Tuesday, February 3, 2015

Failure to Raise Owner’s Manual in IPR Does Not Estop Defendant From Asserting Physical Machine as Invalidating Prior Art

The court denied plaintiff's motion to strike defendants' preliminary invalidity contentions as to seven references that were not cited in defendant's petition for inter partes review. "Plaintiff contends that Defendants raised or reasonably could have raised these seven references at the IPR, and therefore Defendants are estopped from raising them in this litigation, pursuant to [35 U.S.C. § 315(e)(2)]. . . . At base, the dispute here centers on one of Defendants’ references: a LeakMaster A240 smoke machine . . . made by Plaintiff and sold on July 1, 1998 in Encinitas, California. Defendants contend they could not have put forward this reference in the IPR because [the reference] is an actual physical machine, not a patent or printed publication.
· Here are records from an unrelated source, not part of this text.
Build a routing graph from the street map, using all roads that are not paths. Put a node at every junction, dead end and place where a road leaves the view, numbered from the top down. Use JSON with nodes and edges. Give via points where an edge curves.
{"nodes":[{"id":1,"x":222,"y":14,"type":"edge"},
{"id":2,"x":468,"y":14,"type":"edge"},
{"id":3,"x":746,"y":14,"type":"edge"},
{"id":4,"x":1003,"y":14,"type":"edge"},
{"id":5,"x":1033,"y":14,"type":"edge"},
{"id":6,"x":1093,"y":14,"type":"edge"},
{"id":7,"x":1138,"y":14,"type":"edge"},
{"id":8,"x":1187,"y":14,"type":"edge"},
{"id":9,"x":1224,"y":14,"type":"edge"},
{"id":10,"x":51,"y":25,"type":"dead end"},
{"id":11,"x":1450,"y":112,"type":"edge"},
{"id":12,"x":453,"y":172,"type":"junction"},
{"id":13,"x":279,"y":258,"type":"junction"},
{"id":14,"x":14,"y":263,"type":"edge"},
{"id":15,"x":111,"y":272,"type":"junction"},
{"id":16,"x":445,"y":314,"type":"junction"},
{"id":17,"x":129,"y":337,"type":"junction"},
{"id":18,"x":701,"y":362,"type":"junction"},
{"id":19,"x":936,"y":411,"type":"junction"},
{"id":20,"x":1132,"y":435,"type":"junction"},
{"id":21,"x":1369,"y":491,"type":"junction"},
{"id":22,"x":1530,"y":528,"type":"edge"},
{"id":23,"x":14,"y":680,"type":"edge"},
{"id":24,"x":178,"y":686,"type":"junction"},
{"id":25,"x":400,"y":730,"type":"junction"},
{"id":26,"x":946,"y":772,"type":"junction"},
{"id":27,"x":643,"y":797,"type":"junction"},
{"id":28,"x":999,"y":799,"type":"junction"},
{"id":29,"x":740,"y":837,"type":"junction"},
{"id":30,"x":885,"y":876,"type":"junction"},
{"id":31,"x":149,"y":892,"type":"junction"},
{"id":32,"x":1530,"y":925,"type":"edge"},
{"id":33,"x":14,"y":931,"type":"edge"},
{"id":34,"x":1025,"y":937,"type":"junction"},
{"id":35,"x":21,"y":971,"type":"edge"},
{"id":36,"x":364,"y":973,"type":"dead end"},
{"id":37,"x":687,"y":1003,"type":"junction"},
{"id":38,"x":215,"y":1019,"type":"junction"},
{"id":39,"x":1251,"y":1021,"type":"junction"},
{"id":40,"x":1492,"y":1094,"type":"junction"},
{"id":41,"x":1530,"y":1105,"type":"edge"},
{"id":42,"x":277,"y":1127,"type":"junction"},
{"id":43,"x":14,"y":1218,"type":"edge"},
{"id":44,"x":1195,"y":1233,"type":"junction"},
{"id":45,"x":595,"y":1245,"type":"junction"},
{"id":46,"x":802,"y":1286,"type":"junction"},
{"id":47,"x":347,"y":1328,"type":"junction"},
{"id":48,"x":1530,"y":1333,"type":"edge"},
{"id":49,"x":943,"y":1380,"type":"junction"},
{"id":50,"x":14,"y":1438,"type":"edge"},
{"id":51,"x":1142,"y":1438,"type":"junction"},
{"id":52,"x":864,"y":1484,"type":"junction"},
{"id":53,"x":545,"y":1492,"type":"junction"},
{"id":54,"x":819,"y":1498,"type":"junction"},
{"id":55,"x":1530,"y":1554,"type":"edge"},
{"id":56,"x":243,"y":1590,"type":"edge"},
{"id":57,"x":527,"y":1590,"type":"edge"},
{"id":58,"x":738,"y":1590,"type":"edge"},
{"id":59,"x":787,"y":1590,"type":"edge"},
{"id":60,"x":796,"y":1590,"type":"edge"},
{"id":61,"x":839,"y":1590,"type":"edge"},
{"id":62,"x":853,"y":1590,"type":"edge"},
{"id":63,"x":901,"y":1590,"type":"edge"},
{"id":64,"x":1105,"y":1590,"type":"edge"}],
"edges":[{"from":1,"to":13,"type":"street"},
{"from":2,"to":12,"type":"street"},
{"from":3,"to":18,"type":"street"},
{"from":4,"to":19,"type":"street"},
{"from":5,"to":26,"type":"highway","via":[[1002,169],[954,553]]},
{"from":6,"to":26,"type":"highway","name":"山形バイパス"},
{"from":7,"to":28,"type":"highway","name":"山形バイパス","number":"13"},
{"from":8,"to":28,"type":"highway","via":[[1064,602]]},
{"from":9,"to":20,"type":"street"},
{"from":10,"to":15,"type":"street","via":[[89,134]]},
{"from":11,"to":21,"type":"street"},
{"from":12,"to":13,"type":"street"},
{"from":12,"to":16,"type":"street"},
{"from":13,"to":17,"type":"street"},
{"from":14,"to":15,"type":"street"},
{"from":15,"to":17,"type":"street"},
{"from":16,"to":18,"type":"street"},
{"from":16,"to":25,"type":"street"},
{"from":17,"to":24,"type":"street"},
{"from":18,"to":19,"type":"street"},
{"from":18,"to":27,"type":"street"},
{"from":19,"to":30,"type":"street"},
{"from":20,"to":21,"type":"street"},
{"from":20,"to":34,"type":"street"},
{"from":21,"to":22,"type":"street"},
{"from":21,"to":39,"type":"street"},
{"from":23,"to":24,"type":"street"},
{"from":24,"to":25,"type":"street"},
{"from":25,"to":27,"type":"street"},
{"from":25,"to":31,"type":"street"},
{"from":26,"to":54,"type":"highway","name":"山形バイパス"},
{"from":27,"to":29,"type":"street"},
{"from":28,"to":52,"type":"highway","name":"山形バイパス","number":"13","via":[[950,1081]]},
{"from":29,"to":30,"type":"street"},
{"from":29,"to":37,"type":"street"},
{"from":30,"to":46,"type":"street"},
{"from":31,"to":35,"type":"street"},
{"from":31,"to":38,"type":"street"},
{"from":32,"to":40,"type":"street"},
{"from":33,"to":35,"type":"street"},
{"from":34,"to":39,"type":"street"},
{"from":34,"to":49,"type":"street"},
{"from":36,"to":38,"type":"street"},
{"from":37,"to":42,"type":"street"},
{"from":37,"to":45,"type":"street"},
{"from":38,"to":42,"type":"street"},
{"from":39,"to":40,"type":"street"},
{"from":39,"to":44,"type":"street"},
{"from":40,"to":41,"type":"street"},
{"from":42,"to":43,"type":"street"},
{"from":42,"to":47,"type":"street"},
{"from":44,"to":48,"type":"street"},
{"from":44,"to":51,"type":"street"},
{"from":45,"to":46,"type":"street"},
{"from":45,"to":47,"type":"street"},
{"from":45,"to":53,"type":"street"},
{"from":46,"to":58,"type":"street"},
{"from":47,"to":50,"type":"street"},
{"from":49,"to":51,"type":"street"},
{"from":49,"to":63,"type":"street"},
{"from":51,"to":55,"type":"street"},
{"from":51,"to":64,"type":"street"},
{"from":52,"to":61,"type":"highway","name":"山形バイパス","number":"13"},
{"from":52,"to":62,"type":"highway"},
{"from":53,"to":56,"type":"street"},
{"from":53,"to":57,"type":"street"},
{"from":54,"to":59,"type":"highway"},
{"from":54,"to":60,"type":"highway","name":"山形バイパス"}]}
Defendants contend that the [machine] is properly combined with the other six disputed references to create new grounds of invalidity, which could not have been presented in the IPR. Plaintiff argues that – even though the [machine] itself could not have been admitted – Defendants could have instead put forward the [machine's] owner’s manual, which Defendants had in their possession at the time of the IPR. However, the physical machine itself discloses features claimed in the [patent] that are not included in the instruction manual, and it is therefore a superior and separate reference."

Star EnviroTech, Inc. v. Redline Detection, LLC et al, 8-12-cv-01861 (CACD January 29, 2015, Order) (Bernal, J.)